= Južni Vetar (band) =

Bosnian-Serbian music band

Južni Vetar (Јужни Ветар, "Southern Wind") is a Serbian (formerly Yugoslav) folk band famous for recording with many famous folk, pop-folk and turbo-folk singers from Serbia and Bosnia and Herzegovina. The band was founded by Miodrag M. Ilić (nicknamed Mile Bas), an experienced musician from Leskovac, a town in southern Serbia (hence the name "Southern Wind").

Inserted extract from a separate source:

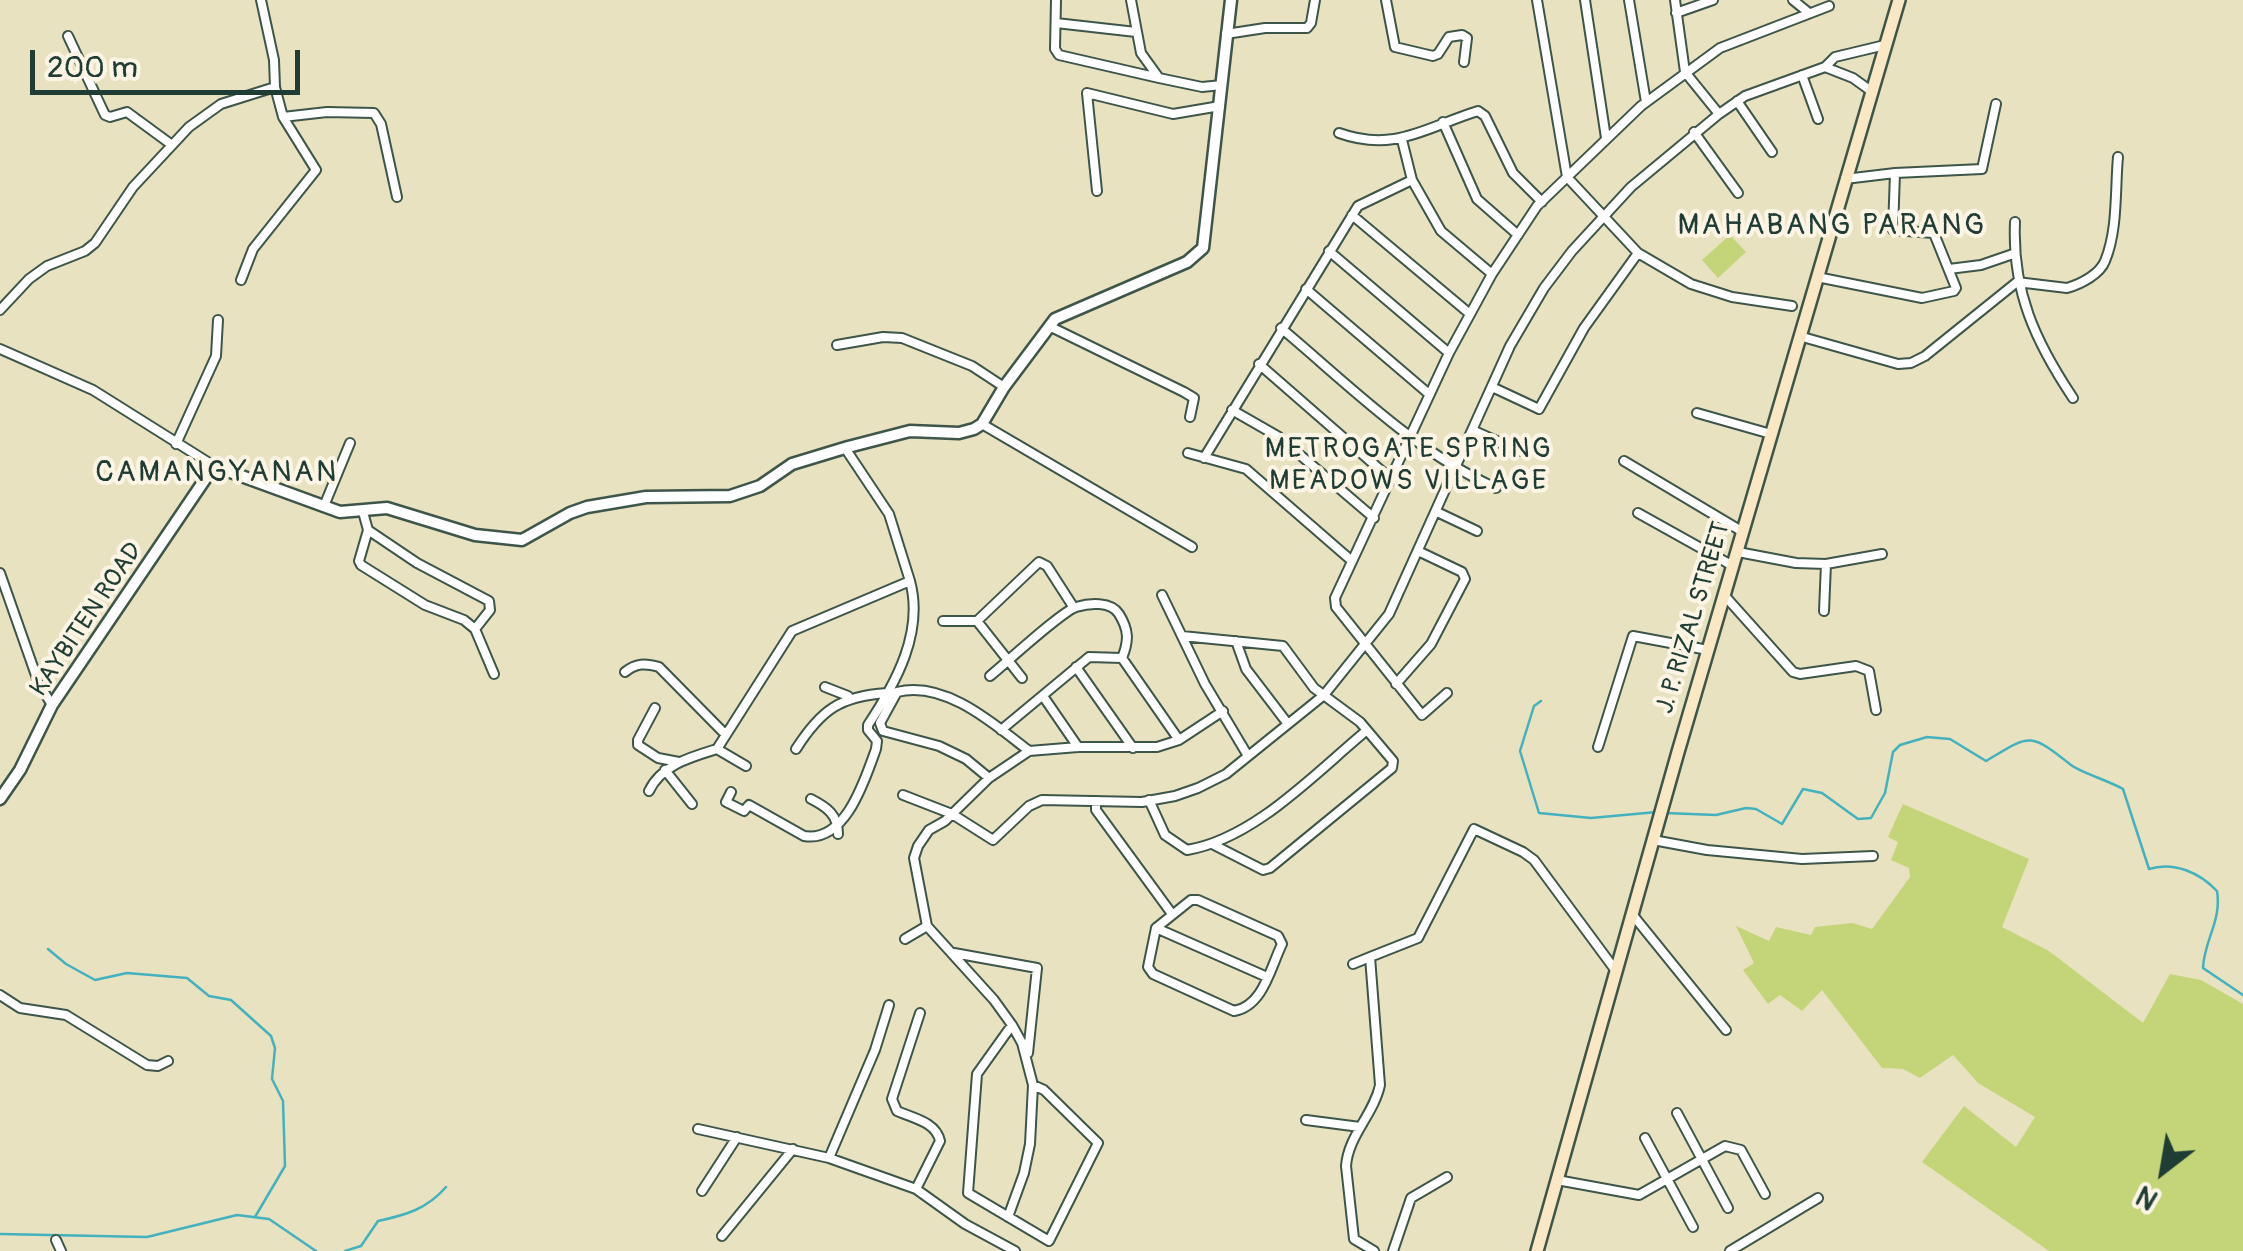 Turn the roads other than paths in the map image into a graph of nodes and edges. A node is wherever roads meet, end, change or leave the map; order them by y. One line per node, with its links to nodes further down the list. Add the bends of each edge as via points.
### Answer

Its members consisted of Miodrag M. Ilić as the bass guitarist, Sava Bojić as lead guitarist and Perica Zdravković for keyboard, while its singers included Dragana Mirković, Šemsa Suljaković, Kemal Malovčić, Sinan Sakić, and Mile Kitić. The band's golden age lasted from 1982 until 1991, when the beginning of Yugoslav Wars forced the members to split. As the ideals of "brotherhood and unity" in Yugoslav society began to wane during the mid-1980s, the band embraced the "Yugoslav" identity through its diversity. Its mixture of folk music and "oriental" sounds led to mass popularity. The band reached the peak of its popularity with the 1986 album "Pristajem na sve", which sold over 500.000 copies. One of the band's singers, Šemsa Suljaković, recorded a solo album "Što me pitaš kako živim", which officially sold 1 million copies.